The hallway of the Pierre-Saint Hotel smelled of old money and floor wax. She stood in front of Room 2206, her hand hovering over the brass handle. Her heart wasn't racing. It was a cold, heavy stone in her chest.

She checked her reflection in the darkened screen of her phone. The mascara was perfect. The dress was a weapon-red silk, backless, designed to make a man regret everything. She wasn't Isa Faulkner, the dutiful fiancée, anymore. She was the executioner.

She tapped the Instagram icon. Go Live.

Title: A Pre-wedding Surprise for Holden.

The viewer count ticked up. 10. 500. 2,000. People love a train wreck, especially when it involves the Faulkner name.

"I'm just so excited to see him," she whispered to the camera, forcing a tremor into her voice. "He said he had a late meeting."

She swiped the key card. The light turned green.

She pushed the door open.

The room was dim, but the scene on the bed was illuminated by the city lights filtering through the sheer curtains.

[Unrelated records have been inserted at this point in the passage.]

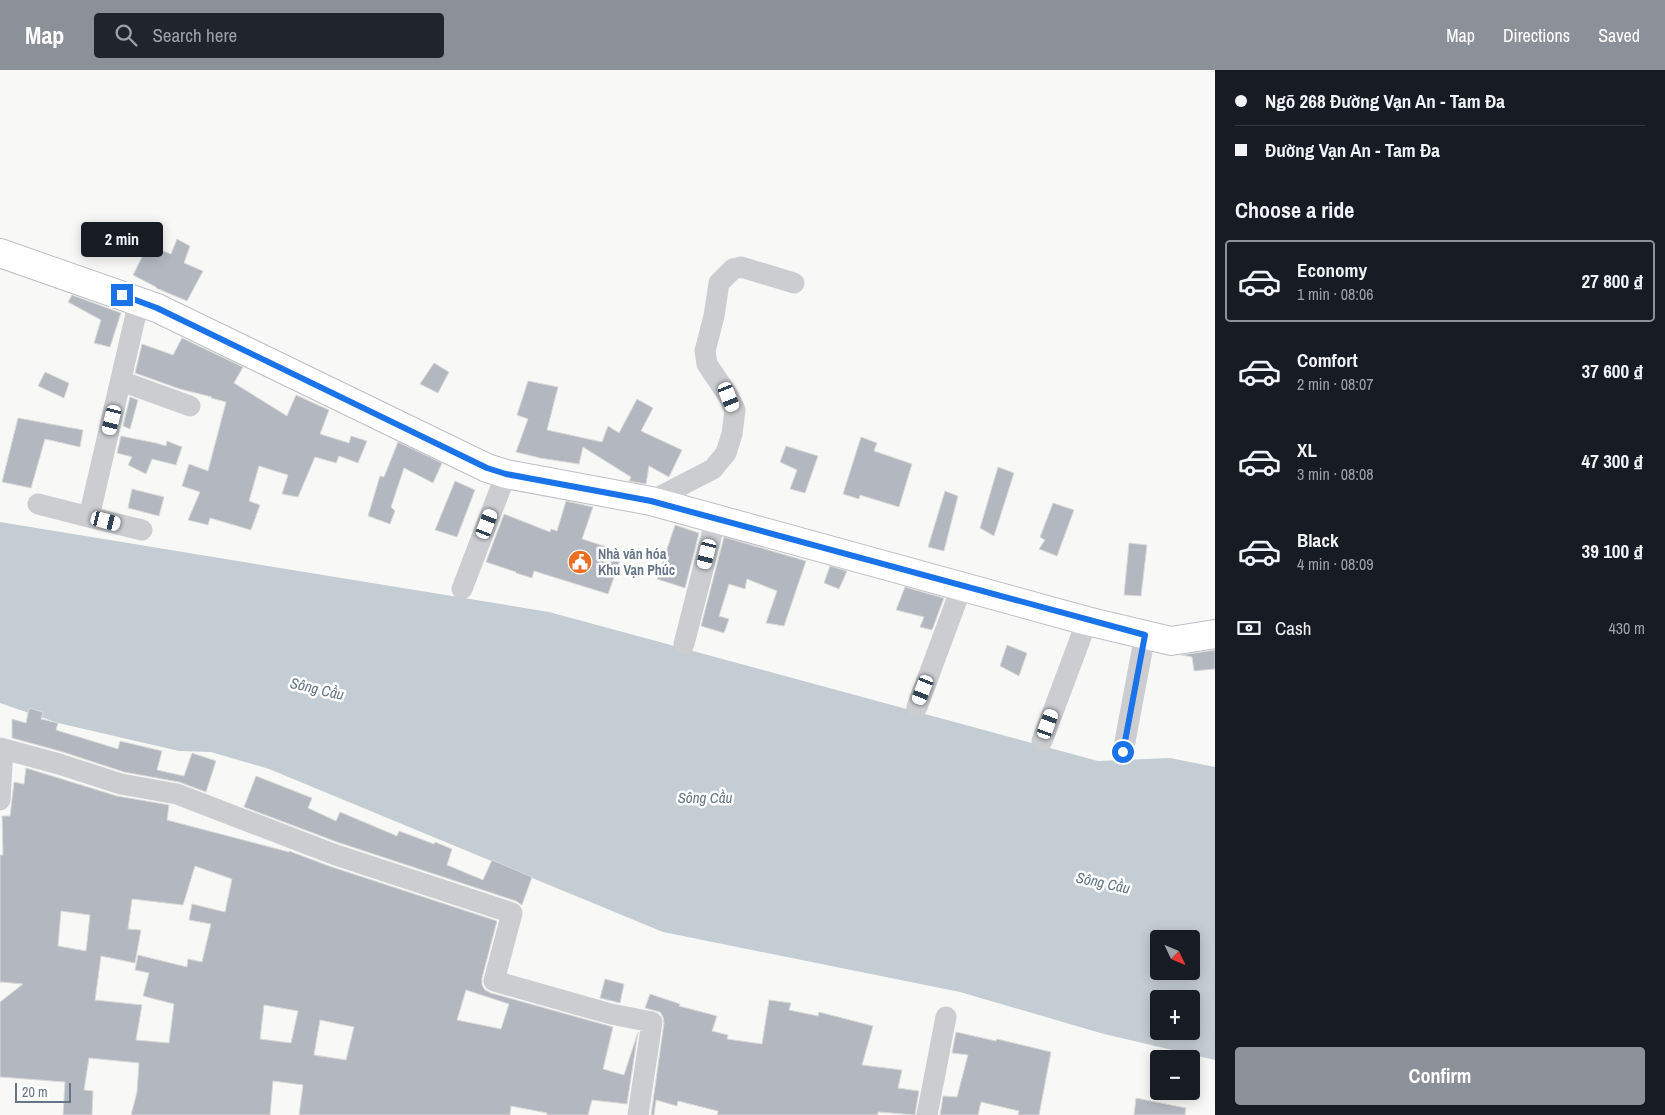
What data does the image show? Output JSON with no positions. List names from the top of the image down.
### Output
{
  "water": ["Sông Cầu"],
  "places": {
    "public building": ["Nhà văn hóa Khu Vạn Phúc"]
  },
  "scale_bar": "20 m",
  "north": "bottom right",
  "page": {
    "header": "Map",
    "search": "Search here",
    "nav": ["Map", "Directions", "Saved"],
    "banner": ["Ngõ 268 Đường Vạn An - Tam Đa", "Đường Vạn An - Tam Đa"],
    "heading": "Choose a ride",
    "bubble": "2 min",
    "list": [
      {
        "name": "Economy",
        "note": "1 min · 08:06",
        "value": "27 800 ₫"
      },
      {
        "name": "Comfort",
        "note": "2 min · 08:07",
        "value": "37 600 ₫"
      },
      {
        "name": "XL",
        "note": "3 min · 08:08",
        "value": "47 300 ₫"
      },
      {
        "name": "Black",
        "note": "4 min · 08:09",
        "value": "39 100 ₫"
      }
    ],
    "pay": ["Cash", "430 m"],
    "map_buttons": ["+", "−"],
    "buttons": "Confirm",
    "scale": "20 m"
  }
}
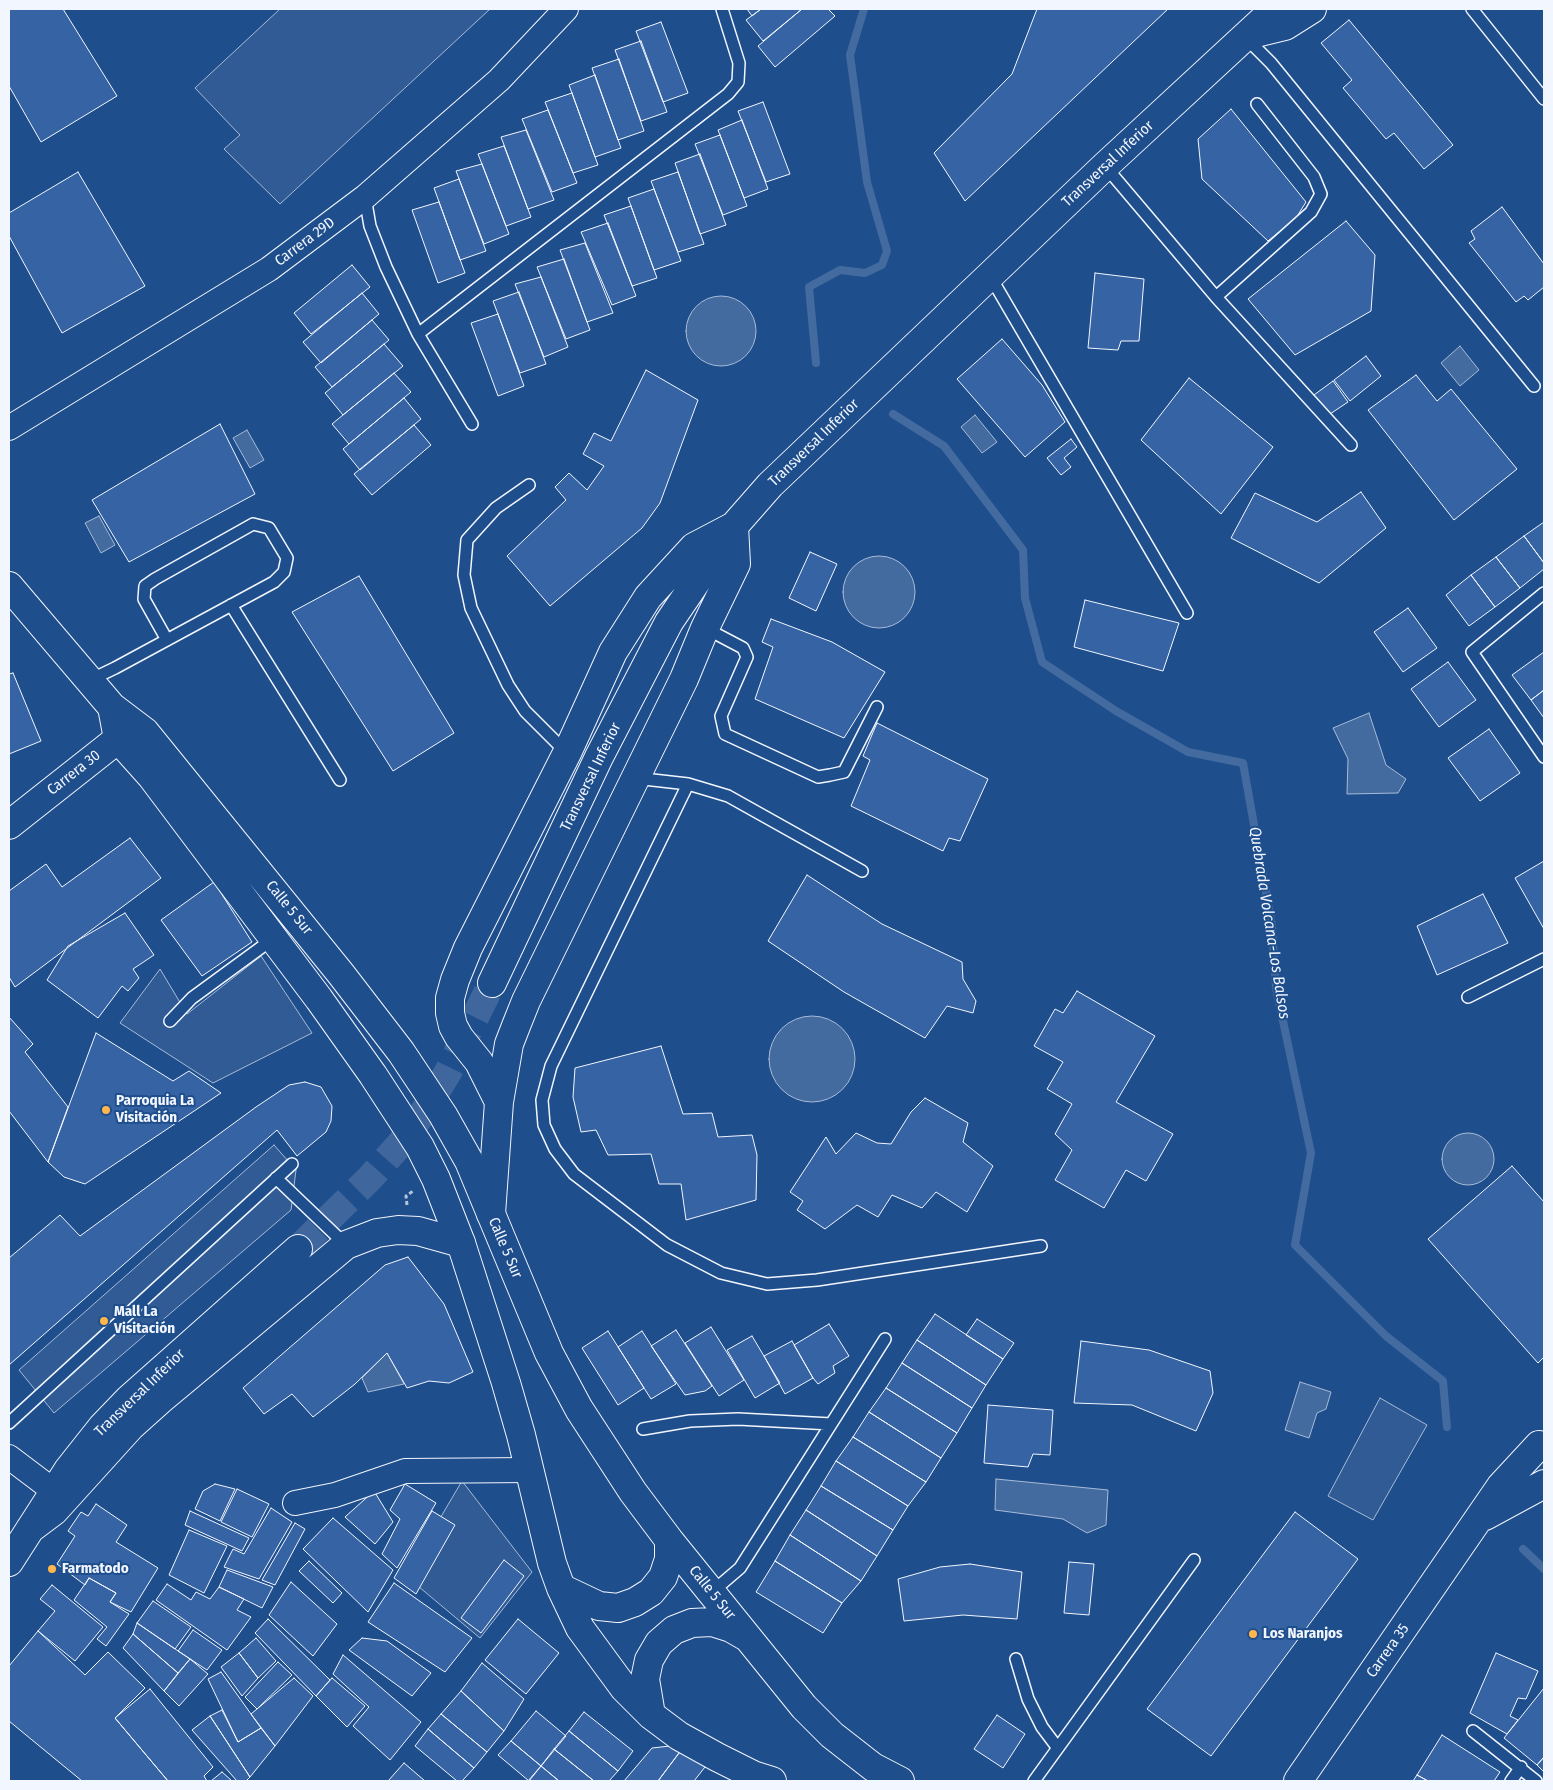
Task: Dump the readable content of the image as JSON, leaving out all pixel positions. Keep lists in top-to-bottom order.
{
  "streets": {
    "street": [
      "Transversal Inferior",
      "Carrera 29D",
      "Carrera 30",
      "Calle 5 Sur",
      "Carrera 35"
    ]
  },
  "crossings": [
    ["Carrera 30", "Calle 5 Sur"]
  ],
  "water": ["Quebrada Volcana-Los Balsos"],
  "places": [
    "Parroquia La Visitación",
    "Mall La Visitación",
    "Farmatodo",
    "Los Naranjos"
  ]
}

Tangled limbs. The frantic rhythm of skin slapping against skin.

She didn't scream. She walked in, phone raised.

Holden's head snapped up. His face was a mask of pure, unadulterated terror. The blonde woman beneath him shrieked, scrambling for the duvet, but the camera had already captured her face. A runway model. Isa recognized her. Her agency had booked her for a show last season, a transaction handled entirely through proxies.

"Holden?" Isa let her voice crack. It was an Oscar-worthy performance. "This... this is your meeting?"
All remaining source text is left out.